This reminds me of Mozilla's Ubiquity a few years ago [1]. You could write commands for it with JavaScript that would make http requests as you type and render bits of HTML. It seems Ubiquity no longer exists, which is a shame.
I'd love to see something like this that integrates with the browser or command line. Perhaps Ubuntu's Unity comes close.
Is there any possibility to integrate this with Dash? (http://kapeli.com). I like having offline documentation and being able to search dash via alfred with suggestions would be great.
Hi, Dash's developer here. Dash actually now has a Alfred 2 workflow very similar to the one above. In a nutshell, the Alfred 2 workflow performs the search in Dash in the background and shows the results inside Alfred.

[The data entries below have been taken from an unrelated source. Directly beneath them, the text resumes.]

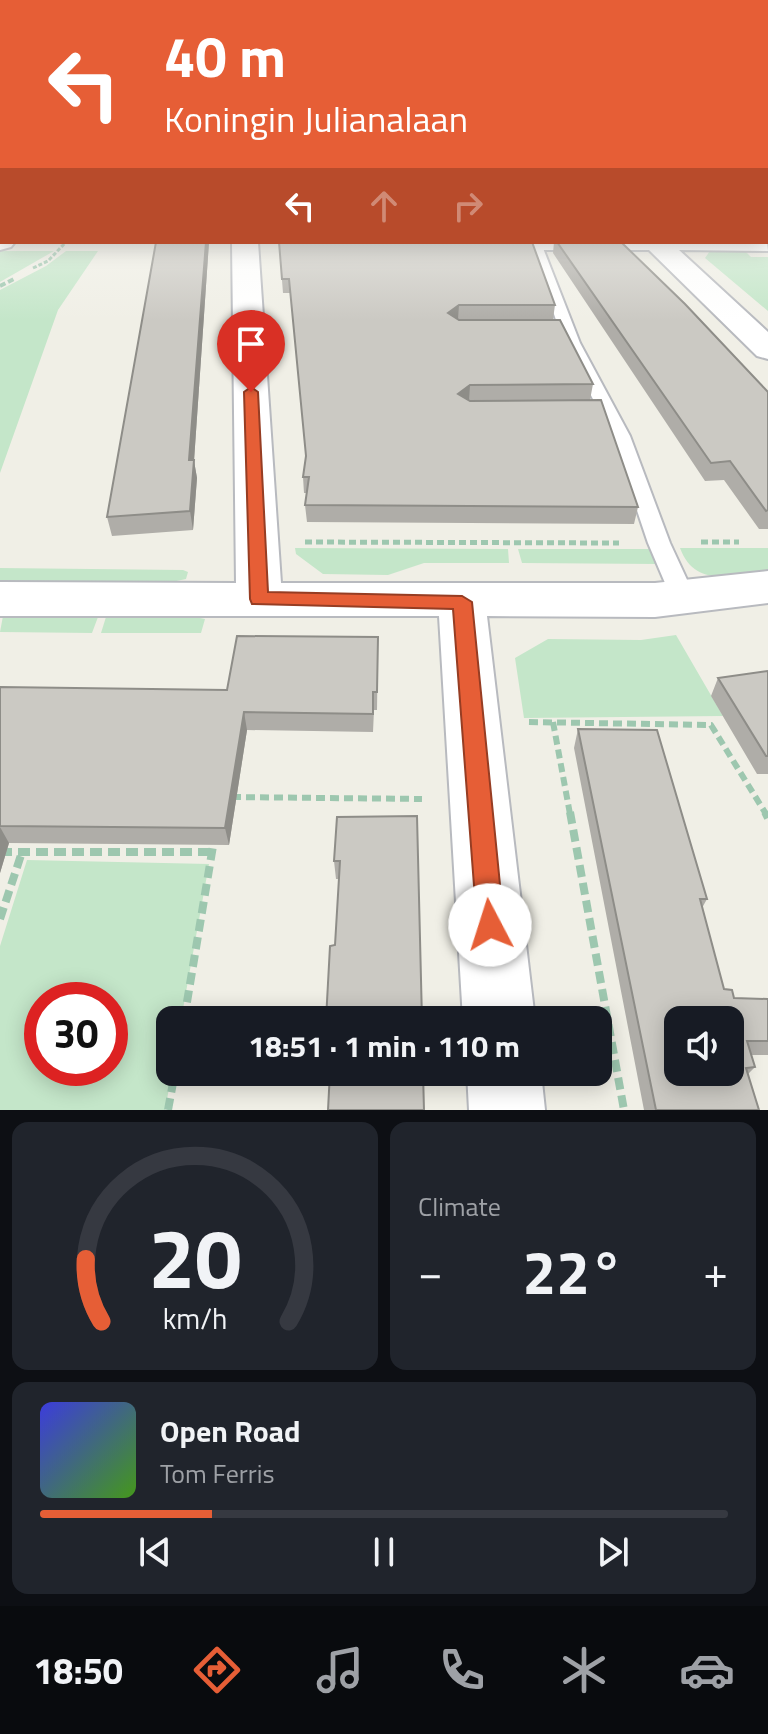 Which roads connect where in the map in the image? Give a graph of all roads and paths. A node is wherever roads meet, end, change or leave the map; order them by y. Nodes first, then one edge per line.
1 (245, 244) edge
2 (535, 244) edge
3 (658, 244) edge
4 (768, 349) edge
5 (257, 541) junction
6 (752, 542) dead end
7 (659, 543) junction
8 (768, 587) edge
9 (683, 597) junction
10 (0, 599) edge
11 (259, 599) junction
12 (462, 602) junction
13 (472, 721) junction
14 (553, 722) junction
15 (222, 797) edge
16 (479, 799) junction
17 (768, 818) edge
18 (217, 824) edge
19 (0, 852) edge
20 (22, 852) junction
21 (212, 852) junction
22 (0, 919) edge
23 (186, 1006) edge
24 (498, 1006) edge
25 (172, 1086) edge
26 (505, 1086) edge
27 (168, 1110) edge
28 (507, 1110) edge
29 (624, 1110) edge

1 - 5 street
2 - 7 lane
3 - 4 street
5 - 7 path
5 - 11 street
6 - 7 path
7 - 9 lane
8 - 9 street
9 - 12 street
10 - 11 street
11 - 12 street
12 - 13 street
13 - 14 path
13 - 16 street
14 - 17 path
14 - 29 path
15 - 16 path
16 - 24 street
18 - 21 path
19 - 20 path
20 - 21 path
20 - 22 path
21 - 23 path
25 - 27 path
26 - 28 street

It's still in beta, so do expect some bugs (although no bugs have been reported so far). If you absolutely don't like betas, wait for the next update of Dash (version 1.8.2).
I have dash lookup in alfred (without autocomplete though), by typing dl. I don't remember where I got it from:
on ApplicationIsRunning(appName)
tell application "System Events" to set appNameIsRunning to exists (processes where name is appName)
return appNameIsRunning
end ApplicationIsRunning
on alfred_script(q)
if ApplicationIsRunning("Dash") is false then
do shell script "open -a Dash"
end if
tell application "Dash"
activate
end tell
tell application "System Events"
keystroke "f" using {option down, command down}
keystroke "a" using command down
keystroke delete key
keystroke q
end tell
Oh man, I've been holding off on upgrading Alfred for a while because I didn't see the point, and now I'm upgrading so I can download a free add-on. This is an honest killer app for Alfred's new workflow feature.
I clicked the link, I saw something I might like and would use but I found absolutely no instructions or information on how to actually use the downloaded archive. Is it mac only? How do you run it?
Are there any tools that can read most standard formats of library documentation (cross-language) and then present it all in a standardised way, e.g. in a locally hosted web app?
I'd love to see something like this that integrates with the browser or command line. Perhaps Ubuntu's Unity comes close.